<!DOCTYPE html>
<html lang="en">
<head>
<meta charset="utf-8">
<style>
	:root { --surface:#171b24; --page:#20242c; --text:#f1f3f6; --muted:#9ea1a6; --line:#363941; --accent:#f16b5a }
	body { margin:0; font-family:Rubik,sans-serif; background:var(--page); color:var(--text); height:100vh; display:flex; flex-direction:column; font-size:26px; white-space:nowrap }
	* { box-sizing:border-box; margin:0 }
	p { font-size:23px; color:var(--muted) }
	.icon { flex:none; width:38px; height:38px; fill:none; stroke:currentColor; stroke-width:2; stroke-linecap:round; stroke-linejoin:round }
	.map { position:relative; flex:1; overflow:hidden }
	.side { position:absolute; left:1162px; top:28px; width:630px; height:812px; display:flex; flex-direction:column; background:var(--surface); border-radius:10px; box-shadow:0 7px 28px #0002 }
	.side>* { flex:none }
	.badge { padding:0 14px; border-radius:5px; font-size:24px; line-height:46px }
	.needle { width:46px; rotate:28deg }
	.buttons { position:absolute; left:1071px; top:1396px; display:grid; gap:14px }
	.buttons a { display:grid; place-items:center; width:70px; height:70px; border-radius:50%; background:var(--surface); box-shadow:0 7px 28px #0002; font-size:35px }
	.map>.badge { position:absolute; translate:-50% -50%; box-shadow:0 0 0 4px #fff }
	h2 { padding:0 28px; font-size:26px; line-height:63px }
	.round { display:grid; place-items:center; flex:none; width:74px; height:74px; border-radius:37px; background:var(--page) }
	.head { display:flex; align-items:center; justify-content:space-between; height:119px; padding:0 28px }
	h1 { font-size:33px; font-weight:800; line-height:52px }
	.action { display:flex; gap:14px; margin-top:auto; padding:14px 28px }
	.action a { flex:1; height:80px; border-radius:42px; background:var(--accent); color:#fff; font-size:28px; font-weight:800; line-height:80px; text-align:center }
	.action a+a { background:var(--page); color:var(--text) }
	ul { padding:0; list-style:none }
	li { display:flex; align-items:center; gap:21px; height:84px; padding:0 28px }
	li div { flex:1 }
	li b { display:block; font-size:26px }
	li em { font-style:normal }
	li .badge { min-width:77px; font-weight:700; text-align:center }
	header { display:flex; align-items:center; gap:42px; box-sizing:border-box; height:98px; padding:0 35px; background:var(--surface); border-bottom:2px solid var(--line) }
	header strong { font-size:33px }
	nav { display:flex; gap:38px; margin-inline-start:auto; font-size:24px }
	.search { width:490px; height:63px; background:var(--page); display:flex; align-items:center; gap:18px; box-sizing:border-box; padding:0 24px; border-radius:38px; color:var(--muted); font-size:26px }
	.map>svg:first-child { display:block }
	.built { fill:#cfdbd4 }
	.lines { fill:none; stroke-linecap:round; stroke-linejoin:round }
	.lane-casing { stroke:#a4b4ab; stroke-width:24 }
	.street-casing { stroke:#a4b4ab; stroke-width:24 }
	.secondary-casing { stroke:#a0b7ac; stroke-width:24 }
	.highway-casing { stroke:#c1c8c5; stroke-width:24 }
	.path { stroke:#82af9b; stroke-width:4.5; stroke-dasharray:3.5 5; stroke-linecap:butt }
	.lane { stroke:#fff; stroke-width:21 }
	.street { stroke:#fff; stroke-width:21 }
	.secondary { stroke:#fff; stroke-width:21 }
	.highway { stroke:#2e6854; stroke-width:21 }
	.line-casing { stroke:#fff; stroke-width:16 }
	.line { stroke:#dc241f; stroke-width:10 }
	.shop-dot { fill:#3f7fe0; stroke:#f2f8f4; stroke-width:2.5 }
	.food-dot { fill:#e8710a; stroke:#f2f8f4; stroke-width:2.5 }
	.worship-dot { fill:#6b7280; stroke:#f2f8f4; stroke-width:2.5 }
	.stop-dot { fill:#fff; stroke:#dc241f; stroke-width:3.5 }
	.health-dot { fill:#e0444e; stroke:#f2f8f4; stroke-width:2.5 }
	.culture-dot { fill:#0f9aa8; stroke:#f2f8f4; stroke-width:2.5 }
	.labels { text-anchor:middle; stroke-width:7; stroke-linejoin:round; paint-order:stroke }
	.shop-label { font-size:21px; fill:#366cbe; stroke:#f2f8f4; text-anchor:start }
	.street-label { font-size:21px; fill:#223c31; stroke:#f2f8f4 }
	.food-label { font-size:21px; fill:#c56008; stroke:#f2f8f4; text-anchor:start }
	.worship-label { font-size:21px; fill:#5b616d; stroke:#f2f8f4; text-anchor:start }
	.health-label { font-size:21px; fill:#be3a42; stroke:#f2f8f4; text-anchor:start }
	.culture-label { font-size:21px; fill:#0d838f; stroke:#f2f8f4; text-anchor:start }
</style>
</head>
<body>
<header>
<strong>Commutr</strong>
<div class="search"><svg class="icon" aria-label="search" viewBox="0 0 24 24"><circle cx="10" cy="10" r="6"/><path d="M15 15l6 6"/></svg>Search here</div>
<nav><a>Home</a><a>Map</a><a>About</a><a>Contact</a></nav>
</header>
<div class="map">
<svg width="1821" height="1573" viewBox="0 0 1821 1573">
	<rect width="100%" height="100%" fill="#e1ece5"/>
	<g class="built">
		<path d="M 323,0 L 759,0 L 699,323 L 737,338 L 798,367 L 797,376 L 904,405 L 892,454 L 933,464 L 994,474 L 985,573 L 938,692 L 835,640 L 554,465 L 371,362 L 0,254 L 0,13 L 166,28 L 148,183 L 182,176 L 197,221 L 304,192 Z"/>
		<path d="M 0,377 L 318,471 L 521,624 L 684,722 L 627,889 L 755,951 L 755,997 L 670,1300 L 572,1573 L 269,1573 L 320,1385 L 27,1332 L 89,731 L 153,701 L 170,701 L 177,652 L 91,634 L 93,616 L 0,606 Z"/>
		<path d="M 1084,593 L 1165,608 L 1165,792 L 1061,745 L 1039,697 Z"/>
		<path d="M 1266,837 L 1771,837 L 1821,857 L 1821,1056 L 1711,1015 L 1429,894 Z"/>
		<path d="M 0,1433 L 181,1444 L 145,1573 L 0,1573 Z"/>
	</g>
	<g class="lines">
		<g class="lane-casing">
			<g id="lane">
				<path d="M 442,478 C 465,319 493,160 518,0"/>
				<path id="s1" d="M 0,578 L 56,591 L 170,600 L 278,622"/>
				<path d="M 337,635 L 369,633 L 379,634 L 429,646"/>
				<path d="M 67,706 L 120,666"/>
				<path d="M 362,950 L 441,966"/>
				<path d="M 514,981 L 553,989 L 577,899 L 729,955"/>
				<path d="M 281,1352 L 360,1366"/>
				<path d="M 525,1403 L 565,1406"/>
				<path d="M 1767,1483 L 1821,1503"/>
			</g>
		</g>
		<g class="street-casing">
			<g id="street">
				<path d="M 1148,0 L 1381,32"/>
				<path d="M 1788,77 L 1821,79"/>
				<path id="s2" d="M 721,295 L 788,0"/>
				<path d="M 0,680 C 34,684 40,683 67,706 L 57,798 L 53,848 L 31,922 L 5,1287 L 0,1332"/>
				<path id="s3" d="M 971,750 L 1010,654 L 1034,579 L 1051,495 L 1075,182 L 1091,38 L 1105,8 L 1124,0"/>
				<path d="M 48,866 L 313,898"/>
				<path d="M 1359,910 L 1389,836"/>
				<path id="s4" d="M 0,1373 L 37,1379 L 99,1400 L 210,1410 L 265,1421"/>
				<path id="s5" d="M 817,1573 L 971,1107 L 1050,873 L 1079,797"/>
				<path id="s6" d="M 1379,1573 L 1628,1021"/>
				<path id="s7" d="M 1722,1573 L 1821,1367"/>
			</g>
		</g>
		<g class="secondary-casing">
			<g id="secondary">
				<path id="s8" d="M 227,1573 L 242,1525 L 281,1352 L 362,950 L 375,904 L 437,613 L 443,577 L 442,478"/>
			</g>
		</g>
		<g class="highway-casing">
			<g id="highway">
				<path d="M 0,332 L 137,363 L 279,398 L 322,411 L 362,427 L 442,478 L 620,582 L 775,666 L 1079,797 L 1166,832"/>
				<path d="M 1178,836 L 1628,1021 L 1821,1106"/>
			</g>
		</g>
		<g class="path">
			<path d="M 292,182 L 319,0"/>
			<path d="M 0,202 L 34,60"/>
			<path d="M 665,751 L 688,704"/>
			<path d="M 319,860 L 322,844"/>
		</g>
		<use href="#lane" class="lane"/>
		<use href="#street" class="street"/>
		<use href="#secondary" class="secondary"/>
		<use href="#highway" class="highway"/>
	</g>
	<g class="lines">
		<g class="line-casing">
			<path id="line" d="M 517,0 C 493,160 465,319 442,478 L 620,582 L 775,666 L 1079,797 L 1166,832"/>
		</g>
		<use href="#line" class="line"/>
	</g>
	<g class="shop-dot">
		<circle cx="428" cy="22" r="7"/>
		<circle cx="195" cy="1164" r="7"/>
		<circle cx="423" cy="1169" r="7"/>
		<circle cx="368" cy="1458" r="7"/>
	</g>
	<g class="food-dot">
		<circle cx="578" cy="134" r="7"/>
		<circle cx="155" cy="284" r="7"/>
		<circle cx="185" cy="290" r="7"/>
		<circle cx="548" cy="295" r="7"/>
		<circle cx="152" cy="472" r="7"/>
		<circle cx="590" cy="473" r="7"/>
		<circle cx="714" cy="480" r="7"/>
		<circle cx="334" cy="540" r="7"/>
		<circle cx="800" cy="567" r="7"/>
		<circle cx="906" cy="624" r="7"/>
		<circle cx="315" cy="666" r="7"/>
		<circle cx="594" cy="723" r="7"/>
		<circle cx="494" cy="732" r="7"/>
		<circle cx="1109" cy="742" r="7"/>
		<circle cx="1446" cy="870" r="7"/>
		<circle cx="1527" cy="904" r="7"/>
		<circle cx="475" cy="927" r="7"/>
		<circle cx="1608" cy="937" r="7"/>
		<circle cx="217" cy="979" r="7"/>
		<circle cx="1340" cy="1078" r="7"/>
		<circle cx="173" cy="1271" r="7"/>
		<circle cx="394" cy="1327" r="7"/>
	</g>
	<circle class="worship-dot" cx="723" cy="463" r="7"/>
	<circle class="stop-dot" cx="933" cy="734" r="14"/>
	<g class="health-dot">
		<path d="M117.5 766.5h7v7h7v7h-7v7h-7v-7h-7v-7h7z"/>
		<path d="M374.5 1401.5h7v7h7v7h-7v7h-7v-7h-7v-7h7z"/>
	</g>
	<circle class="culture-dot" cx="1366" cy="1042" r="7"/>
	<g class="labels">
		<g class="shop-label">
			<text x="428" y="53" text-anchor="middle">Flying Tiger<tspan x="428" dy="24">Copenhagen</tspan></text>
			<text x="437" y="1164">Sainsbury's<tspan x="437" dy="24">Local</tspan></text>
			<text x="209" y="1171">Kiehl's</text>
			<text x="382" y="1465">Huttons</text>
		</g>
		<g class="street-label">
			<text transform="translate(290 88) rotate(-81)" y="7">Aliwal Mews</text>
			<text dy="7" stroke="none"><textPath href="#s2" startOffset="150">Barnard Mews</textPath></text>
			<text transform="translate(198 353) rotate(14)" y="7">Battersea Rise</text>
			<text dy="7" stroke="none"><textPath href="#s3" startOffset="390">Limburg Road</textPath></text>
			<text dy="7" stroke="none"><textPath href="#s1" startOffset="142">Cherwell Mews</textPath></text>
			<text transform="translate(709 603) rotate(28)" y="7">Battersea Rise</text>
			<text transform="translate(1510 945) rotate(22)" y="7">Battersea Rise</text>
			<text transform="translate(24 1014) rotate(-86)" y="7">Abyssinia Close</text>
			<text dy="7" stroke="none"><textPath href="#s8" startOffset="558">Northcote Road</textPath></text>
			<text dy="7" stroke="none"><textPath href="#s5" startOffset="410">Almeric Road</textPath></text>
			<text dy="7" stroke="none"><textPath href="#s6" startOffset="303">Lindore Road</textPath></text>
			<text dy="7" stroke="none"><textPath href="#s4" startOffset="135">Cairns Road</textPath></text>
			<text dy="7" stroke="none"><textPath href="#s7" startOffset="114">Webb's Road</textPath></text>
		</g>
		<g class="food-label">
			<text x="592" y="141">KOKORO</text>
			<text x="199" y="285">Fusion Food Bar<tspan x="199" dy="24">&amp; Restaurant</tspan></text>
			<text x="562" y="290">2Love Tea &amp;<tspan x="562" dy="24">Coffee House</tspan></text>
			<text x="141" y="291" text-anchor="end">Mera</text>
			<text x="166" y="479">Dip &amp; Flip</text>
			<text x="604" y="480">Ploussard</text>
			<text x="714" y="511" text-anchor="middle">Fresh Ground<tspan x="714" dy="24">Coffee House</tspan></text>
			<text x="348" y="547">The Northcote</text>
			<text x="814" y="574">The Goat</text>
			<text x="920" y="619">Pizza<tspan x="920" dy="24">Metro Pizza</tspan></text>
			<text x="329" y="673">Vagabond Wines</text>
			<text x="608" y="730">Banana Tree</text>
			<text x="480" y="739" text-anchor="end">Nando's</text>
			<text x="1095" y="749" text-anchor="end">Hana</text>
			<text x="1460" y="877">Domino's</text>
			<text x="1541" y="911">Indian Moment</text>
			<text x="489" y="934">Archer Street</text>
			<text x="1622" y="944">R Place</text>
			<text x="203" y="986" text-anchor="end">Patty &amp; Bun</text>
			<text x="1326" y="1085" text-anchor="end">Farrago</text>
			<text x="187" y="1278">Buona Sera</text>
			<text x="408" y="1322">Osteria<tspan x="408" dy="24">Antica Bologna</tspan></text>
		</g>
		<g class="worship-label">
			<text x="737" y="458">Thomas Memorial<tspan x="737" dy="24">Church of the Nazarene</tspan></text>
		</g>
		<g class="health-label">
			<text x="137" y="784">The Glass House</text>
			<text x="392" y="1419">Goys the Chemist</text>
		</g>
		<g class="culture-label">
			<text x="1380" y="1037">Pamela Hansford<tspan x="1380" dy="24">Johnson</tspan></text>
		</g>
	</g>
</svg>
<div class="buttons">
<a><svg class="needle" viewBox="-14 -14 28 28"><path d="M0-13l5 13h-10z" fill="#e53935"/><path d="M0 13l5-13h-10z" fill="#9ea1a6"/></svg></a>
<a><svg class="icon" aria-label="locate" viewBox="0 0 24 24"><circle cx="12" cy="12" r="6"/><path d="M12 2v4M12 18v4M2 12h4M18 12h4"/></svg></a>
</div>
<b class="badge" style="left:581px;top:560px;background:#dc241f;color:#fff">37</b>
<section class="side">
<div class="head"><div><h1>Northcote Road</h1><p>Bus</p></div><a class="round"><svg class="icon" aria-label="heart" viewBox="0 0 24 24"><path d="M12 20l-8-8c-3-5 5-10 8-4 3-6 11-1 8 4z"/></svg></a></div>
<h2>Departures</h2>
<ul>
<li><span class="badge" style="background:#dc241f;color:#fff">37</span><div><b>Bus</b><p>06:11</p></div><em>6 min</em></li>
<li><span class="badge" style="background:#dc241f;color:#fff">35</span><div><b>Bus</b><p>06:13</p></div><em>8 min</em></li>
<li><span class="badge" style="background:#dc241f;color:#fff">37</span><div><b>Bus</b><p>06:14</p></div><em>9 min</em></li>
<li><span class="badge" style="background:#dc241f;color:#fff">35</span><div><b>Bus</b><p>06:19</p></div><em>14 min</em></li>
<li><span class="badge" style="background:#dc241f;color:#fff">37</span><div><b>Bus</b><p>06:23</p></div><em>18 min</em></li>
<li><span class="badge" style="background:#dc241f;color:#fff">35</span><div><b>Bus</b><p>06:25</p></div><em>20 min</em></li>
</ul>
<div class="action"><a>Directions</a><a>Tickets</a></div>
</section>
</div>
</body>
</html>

★ ★ ★ ★ ★ ★ ★

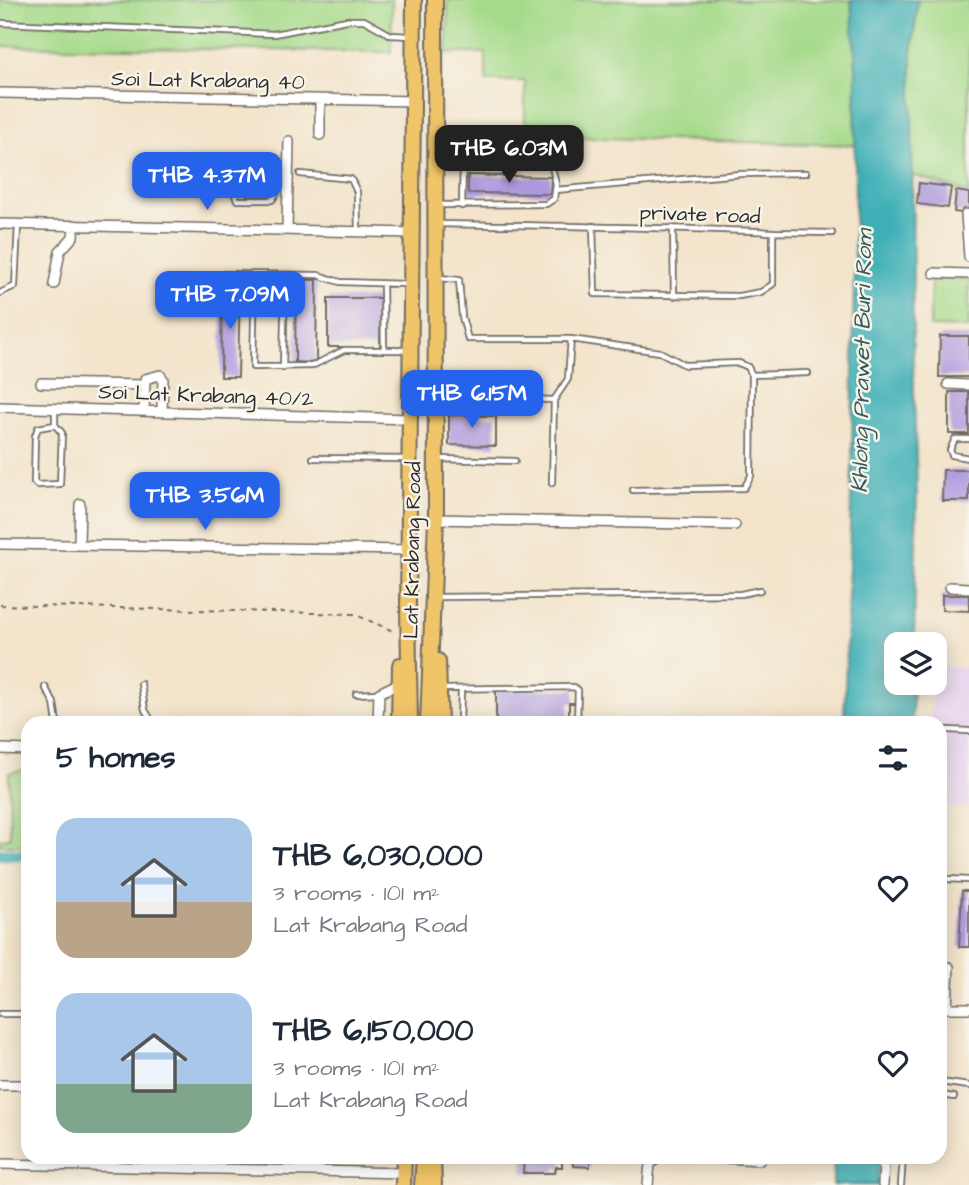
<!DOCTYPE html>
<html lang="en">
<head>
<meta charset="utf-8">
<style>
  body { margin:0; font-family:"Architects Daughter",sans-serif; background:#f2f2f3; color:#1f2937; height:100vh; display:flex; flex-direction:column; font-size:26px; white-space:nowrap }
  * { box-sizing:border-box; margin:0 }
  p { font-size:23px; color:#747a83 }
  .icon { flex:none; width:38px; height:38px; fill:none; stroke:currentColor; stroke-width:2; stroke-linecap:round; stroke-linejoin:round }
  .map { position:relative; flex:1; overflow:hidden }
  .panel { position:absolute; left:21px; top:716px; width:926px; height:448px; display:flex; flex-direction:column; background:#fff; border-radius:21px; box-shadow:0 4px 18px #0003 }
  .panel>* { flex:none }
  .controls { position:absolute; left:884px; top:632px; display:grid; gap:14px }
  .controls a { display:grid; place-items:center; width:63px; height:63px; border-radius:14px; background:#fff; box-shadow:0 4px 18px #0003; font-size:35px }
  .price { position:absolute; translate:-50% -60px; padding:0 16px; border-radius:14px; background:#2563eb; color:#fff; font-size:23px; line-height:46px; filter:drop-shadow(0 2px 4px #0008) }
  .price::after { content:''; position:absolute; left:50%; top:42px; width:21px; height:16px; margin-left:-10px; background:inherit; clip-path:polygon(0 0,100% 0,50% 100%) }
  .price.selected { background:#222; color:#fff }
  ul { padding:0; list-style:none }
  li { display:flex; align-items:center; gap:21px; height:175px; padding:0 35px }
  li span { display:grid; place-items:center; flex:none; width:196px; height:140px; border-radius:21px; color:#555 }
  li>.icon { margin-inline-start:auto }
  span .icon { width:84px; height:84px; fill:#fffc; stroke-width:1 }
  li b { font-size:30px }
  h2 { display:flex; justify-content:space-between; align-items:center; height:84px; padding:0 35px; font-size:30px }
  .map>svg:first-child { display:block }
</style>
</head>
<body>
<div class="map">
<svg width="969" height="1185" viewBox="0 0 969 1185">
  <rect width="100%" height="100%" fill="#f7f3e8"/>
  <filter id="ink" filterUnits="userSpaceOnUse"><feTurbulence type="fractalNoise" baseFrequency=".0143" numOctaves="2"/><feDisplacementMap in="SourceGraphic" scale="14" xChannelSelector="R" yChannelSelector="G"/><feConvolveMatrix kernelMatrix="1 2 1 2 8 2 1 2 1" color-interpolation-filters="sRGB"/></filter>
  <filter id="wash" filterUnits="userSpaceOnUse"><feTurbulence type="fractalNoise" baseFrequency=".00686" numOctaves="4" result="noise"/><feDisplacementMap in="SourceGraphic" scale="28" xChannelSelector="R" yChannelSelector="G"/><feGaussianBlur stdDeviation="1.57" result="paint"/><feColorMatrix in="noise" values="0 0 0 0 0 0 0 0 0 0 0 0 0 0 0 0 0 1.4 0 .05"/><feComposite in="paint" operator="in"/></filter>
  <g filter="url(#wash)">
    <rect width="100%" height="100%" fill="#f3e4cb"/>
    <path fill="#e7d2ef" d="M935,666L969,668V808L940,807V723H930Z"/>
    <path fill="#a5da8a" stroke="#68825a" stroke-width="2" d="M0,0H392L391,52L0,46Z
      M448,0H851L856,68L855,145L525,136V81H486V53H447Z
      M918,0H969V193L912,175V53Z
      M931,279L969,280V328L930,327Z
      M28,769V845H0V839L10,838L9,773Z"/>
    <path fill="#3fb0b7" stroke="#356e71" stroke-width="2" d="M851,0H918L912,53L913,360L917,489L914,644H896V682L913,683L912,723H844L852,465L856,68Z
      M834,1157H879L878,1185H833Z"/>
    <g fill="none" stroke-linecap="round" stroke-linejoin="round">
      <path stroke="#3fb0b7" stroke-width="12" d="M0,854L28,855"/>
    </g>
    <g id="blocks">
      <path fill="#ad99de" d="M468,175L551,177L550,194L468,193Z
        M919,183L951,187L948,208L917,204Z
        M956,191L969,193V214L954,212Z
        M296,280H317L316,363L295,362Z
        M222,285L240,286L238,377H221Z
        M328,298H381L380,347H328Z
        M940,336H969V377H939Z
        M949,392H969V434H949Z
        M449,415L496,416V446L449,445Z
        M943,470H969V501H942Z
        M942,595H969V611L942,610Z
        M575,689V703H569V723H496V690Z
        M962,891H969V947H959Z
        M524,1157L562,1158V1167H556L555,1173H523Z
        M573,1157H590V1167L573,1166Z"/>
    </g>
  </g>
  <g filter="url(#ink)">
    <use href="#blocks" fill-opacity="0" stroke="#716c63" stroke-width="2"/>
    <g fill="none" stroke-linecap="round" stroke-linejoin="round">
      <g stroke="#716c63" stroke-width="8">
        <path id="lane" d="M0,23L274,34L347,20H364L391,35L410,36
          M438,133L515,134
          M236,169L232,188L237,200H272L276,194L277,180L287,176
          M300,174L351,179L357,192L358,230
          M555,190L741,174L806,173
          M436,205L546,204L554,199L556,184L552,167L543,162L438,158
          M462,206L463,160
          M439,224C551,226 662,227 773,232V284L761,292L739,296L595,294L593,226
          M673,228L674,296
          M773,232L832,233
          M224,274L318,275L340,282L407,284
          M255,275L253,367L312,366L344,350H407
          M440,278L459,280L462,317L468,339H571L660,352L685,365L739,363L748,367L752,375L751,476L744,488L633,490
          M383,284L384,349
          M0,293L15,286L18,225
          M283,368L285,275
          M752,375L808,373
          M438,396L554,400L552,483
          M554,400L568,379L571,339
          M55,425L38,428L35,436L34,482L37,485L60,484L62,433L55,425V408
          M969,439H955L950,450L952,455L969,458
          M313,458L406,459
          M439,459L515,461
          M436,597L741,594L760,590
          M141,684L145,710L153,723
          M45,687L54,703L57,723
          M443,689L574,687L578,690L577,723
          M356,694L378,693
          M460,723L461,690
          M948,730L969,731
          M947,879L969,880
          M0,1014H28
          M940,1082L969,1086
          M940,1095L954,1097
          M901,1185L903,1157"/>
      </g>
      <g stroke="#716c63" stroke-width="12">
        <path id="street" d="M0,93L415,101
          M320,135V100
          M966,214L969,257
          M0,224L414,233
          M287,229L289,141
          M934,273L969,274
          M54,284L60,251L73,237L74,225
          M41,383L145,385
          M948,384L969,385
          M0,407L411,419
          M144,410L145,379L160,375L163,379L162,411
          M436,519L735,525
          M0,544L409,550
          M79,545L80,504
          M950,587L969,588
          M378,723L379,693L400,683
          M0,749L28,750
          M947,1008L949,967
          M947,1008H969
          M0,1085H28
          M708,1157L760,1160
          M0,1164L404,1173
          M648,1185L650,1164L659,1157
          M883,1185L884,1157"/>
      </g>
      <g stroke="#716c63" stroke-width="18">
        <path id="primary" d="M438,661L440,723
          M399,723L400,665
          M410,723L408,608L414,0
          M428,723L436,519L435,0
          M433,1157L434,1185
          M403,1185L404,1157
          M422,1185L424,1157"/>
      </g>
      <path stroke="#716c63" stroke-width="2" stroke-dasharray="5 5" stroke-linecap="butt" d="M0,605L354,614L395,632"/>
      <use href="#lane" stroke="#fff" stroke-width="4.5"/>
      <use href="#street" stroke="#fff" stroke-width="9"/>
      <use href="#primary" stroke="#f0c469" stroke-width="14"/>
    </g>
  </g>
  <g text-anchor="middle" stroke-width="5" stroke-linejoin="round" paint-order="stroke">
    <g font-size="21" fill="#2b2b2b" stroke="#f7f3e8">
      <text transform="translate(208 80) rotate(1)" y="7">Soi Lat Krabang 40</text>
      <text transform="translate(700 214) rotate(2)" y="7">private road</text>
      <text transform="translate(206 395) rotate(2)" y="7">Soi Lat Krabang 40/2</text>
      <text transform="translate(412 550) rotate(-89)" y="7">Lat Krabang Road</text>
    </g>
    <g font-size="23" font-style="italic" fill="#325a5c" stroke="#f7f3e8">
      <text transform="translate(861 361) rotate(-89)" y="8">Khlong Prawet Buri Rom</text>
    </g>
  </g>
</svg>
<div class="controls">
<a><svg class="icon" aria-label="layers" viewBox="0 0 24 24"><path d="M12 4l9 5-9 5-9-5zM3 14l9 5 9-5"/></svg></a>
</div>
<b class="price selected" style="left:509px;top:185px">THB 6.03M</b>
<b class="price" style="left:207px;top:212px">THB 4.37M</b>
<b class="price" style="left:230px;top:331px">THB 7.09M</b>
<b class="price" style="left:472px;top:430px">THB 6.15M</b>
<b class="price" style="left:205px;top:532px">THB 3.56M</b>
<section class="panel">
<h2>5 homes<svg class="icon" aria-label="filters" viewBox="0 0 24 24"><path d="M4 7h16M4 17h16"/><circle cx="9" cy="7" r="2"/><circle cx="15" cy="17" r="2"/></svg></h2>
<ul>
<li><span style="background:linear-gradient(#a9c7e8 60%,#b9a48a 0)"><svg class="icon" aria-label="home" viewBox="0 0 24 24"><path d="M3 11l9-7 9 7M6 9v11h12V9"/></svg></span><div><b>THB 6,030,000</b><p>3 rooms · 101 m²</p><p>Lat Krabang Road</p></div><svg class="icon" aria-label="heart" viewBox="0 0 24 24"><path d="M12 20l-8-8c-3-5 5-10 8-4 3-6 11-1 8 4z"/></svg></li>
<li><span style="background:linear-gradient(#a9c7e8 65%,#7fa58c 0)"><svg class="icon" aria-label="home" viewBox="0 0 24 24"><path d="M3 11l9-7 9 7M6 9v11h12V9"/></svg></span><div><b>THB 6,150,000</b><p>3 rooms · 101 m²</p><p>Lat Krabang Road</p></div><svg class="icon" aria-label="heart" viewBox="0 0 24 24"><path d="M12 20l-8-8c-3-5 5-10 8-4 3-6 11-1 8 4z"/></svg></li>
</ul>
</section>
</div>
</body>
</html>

★ ★ ★ ★ ★ ★ ★

Your answer should be each line from the entries that includes the string "wash".

  <filter id="wash" filterUnits="userSpaceOnUse"><feTurbulence type="fractalNoise" baseFrequency=".00686" numOctaves="4" result="noise"/><feDisplacementMap in="SourceGraphic" scale="28" xChannelSelector="R" yChannelSelector="G"/><feGaussianBlur stdDeviation="1.57" result="paint"/><feColorMatrix in="noise" values="0 0 0 0 0 0 0 0 0 0 0 0 0 0 0 0 0 1.4 0 .05"/><feComposite in="paint" operator="in"/></filter>
  <g filter="url(#wash)">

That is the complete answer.